Although these statistics are depressing, the workshop was also hopeful. It heartened me to hear that children become resilient with consistent and responsive relationships, overcoming much of the harm from these adverse childhood experiences. The importance of my work as a preschool teacher was clear - to create a safe, happy early childhood classroom, where teachers are focused and mindful about each of their students. Every young child deserves "unconditional positive regard" - and such interaction feeds the growing brain in amazing, restorative ways. Here are just a couple tidbits that I hope to weave into my teaching in the days and years to come:

  • Create opportunities for "Serve and Return" - the simple back and forth between a child and caregiver, allowing the child to 'serve' an idea and, allow me - the caregiver - to meet the child right there at that idea, and converse about it, play along...let the child lead.
  • When I see those challenging behaviors - consider for a minute, what 'Serve and Return' behaviors are not being met?

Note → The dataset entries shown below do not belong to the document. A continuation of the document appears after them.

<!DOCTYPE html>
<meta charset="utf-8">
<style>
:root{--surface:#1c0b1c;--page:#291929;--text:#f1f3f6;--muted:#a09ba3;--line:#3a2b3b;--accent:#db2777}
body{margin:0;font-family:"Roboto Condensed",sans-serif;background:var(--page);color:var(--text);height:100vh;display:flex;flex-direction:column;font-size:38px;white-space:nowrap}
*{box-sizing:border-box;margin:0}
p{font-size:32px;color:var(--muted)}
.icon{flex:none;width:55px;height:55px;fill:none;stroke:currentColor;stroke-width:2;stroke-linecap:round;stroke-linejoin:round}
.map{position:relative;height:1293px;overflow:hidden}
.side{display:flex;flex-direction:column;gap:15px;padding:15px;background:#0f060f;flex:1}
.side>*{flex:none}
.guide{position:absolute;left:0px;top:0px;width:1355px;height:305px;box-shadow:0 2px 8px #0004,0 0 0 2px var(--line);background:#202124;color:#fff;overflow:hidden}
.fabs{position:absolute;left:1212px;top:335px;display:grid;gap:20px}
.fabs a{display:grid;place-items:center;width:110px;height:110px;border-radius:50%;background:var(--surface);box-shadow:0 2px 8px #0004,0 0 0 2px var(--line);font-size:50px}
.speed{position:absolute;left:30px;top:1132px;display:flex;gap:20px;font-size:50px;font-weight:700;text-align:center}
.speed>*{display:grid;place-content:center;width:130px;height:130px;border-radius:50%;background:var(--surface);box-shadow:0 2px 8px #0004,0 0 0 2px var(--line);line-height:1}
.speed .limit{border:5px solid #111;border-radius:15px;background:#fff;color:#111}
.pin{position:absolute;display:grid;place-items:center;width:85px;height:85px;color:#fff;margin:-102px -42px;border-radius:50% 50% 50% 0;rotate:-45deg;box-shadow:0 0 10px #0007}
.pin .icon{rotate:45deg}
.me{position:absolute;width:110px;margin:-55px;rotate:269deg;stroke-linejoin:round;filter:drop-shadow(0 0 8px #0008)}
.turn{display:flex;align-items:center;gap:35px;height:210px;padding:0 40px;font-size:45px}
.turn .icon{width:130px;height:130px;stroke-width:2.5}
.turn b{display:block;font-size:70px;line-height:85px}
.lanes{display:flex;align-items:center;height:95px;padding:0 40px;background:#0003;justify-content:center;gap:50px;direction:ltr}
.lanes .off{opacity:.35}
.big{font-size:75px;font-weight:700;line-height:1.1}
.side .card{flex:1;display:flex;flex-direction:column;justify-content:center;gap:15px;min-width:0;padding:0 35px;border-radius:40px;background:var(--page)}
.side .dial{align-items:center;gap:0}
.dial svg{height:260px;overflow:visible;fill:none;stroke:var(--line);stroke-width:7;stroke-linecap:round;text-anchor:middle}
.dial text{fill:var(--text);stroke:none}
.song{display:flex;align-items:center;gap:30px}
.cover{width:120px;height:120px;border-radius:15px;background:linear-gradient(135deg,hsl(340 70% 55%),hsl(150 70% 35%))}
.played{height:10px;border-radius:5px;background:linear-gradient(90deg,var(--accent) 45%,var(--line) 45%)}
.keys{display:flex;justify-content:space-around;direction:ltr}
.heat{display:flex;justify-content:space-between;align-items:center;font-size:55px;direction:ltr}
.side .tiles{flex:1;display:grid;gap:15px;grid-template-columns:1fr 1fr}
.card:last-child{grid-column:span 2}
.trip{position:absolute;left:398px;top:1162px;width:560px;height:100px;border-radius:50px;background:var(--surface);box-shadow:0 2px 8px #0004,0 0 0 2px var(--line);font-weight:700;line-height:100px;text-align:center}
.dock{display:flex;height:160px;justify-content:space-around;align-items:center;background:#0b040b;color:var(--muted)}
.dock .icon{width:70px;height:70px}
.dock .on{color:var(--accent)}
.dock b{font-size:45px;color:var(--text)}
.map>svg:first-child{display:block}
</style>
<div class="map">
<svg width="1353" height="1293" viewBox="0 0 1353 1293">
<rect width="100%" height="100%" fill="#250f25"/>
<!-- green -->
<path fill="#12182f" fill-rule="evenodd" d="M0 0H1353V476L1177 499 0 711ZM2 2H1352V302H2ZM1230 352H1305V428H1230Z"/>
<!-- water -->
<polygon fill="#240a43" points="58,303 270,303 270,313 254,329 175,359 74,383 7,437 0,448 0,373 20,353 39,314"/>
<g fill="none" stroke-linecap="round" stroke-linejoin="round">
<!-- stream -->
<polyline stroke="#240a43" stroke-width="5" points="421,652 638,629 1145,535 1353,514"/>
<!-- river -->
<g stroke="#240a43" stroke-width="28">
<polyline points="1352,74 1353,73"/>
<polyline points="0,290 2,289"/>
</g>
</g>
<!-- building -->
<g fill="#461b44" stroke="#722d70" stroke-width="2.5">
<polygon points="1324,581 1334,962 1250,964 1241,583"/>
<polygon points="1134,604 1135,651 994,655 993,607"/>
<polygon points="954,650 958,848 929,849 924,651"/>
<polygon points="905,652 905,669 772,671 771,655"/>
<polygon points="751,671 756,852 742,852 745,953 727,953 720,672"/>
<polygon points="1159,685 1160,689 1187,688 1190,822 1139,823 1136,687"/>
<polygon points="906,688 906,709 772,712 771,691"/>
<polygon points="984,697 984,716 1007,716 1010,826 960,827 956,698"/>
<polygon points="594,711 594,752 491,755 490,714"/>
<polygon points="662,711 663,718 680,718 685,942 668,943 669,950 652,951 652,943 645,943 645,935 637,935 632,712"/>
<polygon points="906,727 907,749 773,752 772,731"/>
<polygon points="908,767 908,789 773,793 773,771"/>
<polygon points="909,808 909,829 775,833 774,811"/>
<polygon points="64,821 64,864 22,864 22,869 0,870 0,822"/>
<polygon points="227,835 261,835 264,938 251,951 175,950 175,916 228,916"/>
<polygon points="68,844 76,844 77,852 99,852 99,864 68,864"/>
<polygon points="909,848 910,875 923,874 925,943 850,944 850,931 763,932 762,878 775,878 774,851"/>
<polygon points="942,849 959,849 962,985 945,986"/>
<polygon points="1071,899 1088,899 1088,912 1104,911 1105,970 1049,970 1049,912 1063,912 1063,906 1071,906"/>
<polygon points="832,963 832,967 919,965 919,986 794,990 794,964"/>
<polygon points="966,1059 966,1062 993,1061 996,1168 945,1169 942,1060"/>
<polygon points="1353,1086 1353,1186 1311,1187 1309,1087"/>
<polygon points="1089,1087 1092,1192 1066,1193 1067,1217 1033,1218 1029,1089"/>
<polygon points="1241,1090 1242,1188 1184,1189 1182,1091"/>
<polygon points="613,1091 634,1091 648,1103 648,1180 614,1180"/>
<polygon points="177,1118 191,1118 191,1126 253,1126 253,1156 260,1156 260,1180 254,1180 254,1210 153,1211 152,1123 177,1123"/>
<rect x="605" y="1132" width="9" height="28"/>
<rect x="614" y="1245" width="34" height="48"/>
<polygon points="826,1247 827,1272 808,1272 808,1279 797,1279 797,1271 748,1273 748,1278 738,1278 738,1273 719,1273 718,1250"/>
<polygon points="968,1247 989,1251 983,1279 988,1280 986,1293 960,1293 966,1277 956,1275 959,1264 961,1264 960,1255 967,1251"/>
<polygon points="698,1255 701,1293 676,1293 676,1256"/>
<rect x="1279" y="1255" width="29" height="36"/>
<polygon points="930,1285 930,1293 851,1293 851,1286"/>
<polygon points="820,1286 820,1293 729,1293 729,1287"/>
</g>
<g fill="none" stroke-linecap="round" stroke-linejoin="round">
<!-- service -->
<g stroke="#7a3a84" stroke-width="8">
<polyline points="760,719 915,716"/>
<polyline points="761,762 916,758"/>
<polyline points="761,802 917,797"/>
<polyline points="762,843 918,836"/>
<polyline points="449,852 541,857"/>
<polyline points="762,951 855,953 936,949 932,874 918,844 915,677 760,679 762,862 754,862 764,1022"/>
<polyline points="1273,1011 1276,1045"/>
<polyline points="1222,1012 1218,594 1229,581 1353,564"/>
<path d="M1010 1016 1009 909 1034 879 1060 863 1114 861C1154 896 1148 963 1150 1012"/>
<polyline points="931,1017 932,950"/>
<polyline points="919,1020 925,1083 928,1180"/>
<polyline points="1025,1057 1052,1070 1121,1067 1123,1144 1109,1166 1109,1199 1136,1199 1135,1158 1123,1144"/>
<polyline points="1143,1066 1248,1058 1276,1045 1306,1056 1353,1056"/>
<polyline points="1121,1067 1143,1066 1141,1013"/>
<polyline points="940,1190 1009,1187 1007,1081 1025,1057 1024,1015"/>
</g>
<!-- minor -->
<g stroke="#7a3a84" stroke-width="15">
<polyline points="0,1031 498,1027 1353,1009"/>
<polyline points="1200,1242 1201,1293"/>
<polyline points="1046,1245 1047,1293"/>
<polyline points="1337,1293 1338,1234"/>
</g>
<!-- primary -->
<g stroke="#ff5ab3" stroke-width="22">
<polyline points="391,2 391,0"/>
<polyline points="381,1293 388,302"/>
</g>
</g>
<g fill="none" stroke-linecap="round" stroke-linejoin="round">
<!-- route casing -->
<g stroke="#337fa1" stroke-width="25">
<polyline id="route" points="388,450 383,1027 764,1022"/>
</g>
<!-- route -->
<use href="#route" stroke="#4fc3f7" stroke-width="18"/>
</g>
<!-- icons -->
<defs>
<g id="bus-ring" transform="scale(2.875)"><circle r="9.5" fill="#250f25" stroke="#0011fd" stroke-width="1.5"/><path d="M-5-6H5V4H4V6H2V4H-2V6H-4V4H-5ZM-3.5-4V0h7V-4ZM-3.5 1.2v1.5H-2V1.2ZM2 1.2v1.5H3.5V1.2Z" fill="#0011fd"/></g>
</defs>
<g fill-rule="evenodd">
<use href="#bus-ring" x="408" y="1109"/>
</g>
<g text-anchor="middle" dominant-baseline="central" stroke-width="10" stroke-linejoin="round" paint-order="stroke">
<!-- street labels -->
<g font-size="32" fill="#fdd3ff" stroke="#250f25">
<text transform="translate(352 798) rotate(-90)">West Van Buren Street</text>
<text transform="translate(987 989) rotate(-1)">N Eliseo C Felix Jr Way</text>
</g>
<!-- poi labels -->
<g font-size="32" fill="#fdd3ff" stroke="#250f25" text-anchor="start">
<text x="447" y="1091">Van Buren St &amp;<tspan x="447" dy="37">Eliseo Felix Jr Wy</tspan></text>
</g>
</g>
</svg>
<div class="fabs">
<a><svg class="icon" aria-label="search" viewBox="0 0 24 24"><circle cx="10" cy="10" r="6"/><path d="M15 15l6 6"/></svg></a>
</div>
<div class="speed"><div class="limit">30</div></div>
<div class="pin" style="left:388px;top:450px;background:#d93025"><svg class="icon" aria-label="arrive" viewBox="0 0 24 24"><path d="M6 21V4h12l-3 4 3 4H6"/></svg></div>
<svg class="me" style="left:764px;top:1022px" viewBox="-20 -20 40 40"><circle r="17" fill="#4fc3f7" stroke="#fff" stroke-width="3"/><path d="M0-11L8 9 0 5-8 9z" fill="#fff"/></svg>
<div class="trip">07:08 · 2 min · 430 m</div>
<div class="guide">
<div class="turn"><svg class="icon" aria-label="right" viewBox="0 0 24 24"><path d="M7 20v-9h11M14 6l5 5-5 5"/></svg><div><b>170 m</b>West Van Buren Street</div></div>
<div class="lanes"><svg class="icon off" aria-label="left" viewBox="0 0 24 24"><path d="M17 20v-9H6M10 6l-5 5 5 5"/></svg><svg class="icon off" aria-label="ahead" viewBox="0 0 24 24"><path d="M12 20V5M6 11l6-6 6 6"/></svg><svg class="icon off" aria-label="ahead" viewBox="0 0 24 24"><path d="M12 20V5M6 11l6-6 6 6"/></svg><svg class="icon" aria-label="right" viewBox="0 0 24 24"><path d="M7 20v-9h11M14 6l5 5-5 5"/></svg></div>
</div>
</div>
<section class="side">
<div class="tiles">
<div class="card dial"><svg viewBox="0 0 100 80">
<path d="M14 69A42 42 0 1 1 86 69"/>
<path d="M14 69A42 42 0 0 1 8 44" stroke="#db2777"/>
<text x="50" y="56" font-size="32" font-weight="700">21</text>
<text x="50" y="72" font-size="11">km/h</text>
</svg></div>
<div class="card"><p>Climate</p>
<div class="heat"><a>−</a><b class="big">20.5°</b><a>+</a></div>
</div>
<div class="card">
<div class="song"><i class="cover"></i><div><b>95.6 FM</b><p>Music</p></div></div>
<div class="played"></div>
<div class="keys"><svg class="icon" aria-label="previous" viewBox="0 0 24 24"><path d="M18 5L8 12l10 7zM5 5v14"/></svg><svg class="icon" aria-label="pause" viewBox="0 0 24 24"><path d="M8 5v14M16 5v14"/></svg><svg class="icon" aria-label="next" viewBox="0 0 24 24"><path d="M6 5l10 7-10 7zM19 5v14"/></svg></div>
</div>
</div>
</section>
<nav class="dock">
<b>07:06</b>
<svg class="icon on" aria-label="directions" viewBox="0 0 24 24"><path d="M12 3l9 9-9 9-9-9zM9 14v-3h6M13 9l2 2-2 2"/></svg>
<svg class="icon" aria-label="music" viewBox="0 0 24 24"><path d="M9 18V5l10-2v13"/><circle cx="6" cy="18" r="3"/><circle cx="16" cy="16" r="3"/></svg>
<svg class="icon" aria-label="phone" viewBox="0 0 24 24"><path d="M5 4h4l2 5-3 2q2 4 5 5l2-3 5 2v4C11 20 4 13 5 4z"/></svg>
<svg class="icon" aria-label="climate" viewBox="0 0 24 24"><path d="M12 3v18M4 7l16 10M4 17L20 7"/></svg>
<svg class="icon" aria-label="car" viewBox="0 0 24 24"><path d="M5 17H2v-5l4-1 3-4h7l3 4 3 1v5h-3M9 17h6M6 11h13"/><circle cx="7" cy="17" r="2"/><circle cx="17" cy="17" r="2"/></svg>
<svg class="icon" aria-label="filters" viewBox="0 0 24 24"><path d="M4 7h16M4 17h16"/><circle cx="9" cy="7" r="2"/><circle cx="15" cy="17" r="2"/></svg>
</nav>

Is the child acknowledged/noticed/seen on the most basic level?
  • Be sure to acknowledge children, to send the consistent message - "I see you, I hear you." 
  • Help children build strategies for waiting and soothing, such as deep breathing, taking a break, having a safe space.
  • For those truly challenging children, build a relationship with special emphasis on 'non-contingency' time - time when you let the child direct the play. Dare to give the child five minutes of time when everything he does is noticed and acknowledged, but not questioned or critiqued. (There is a whole training for this technique - Teacher Child Interactive Training (TCIT), which I will most certainly look into.) 
It was a fabulous workshop...this one small slice hardly does it justice. 

Let me circle back to the young mother in the metro, yelling at her small child. I averted my eyes, speechless, stunned, feeling raw from the workshop. Right behind me was a young man, all of about 14 - and he spoke up. He yelled "Stop speaking to your child like that!" She quickly retorted, "Shut up!," and kept walking the other direction, but I wonder if he planted a seed. 

This left me hopeful, too. It takes everyone of us, paying attention to our young children.